▸ REQUIRED ACTION
The records that follow are to be given again exactly. Do not carry over any image.

^^^^

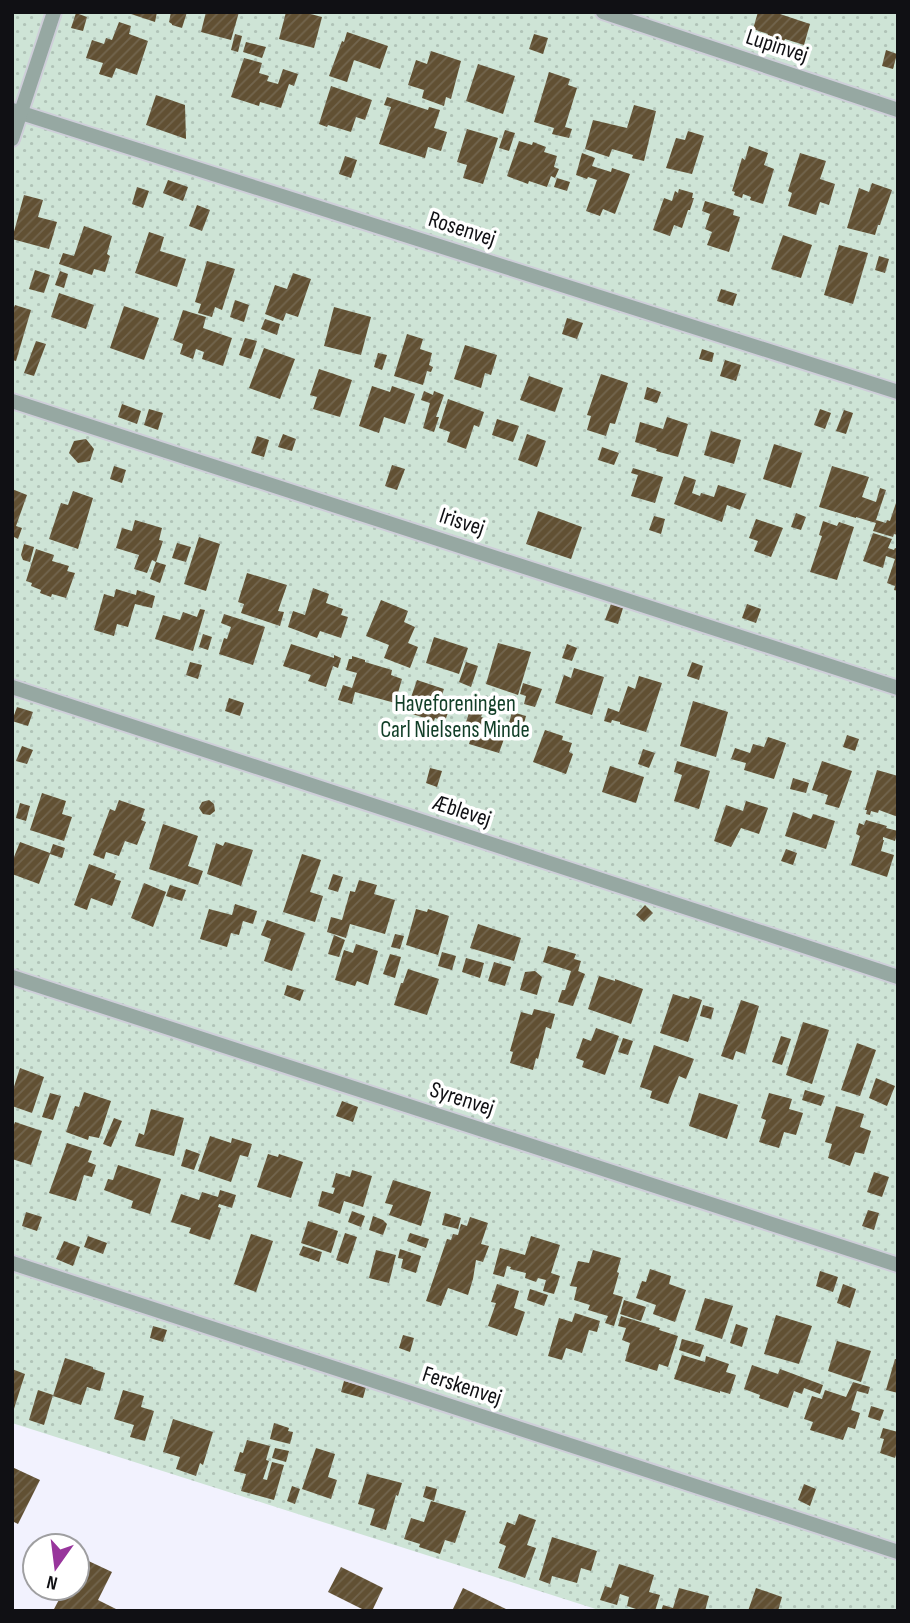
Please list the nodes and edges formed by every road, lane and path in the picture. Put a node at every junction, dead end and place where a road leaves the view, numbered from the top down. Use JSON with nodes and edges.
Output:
{"nodes":[{"id":1,"x":54,"y":12,"type":"edge"},
{"id":2,"x":603,"y":12,"type":"edge"},
{"id":3,"x":898,"y":110,"type":"edge"},
{"id":4,"x":17,"y":111,"type":"edge"},
{"id":5,"x":12,"y":139,"type":"edge"},
{"id":6,"x":898,"y":392,"type":"edge"},
{"id":7,"x":12,"y":401,"type":"edge"},
{"id":8,"x":12,"y":687,"type":"edge"},
{"id":9,"x":898,"y":688,"type":"edge"},
{"id":10,"x":12,"y":976,"type":"edge"},
{"id":11,"x":898,"y":978,"type":"edge"},
{"id":12,"x":12,"y":1263,"type":"edge"},
{"id":13,"x":898,"y":1265,"type":"edge"},
{"id":14,"x":898,"y":1552,"type":"edge"}],
"edges":[{"from":1,"to":4,"type":"lane"},
{"from":2,"to":3,"type":"lane","name":"Lupinvej"},
{"from":4,"to":5,"type":"lane"},
{"from":4,"to":6,"type":"lane","name":"Rosenvej"},
{"from":7,"to":9,"type":"lane","name":"Irisvej"},
{"from":8,"to":11,"type":"lane","name":"Æblevej"},
{"from":10,"to":13,"type":"lane","name":"Syrenvej"},
{"from":12,"to":14,"type":"lane","name":"Ferskenvej"}]}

^^^^

▸ SOLUTION FOR THIS TASK
Please list the nodes and edges formed by every road, lane and path in the picture. Put a node at every junction, dead end and place where a road leaves the view, numbered from the top down. Use JSON with nodes and edges.
Output:
{"nodes":[{"id":1,"x":54,"y":12,"type":"edge"},
{"id":2,"x":603,"y":12,"type":"edge"},
{"id":3,"x":898,"y":110,"type":"edge"},
{"id":4,"x":17,"y":111,"type":"edge"},
{"id":5,"x":12,"y":139,"type":"edge"},
{"id":6,"x":898,"y":392,"type":"edge"},
{"id":7,"x":12,"y":401,"type":"edge"},
{"id":8,"x":12,"y":687,"type":"edge"},
{"id":9,"x":898,"y":688,"type":"edge"},
{"id":10,"x":12,"y":976,"type":"edge"},
{"id":11,"x":898,"y":978,"type":"edge"},
{"id":12,"x":12,"y":1263,"type":"edge"},
{"id":13,"x":898,"y":1265,"type":"edge"},
{"id":14,"x":898,"y":1552,"type":"edge"}],
"edges":[{"from":1,"to":4,"type":"lane"},
{"from":2,"to":3,"type":"lane","name":"Lupinvej"},
{"from":4,"to":5,"type":"lane"},
{"from":4,"to":6,"type":"lane","name":"Rosenvej"},
{"from":7,"to":9,"type":"lane","name":"Irisvej"},
{"from":8,"to":11,"type":"lane","name":"Æblevej"},
{"from":10,"to":13,"type":"lane","name":"Syrenvej"},
{"from":12,"to":14,"type":"lane","name":"Ferskenvej"}]}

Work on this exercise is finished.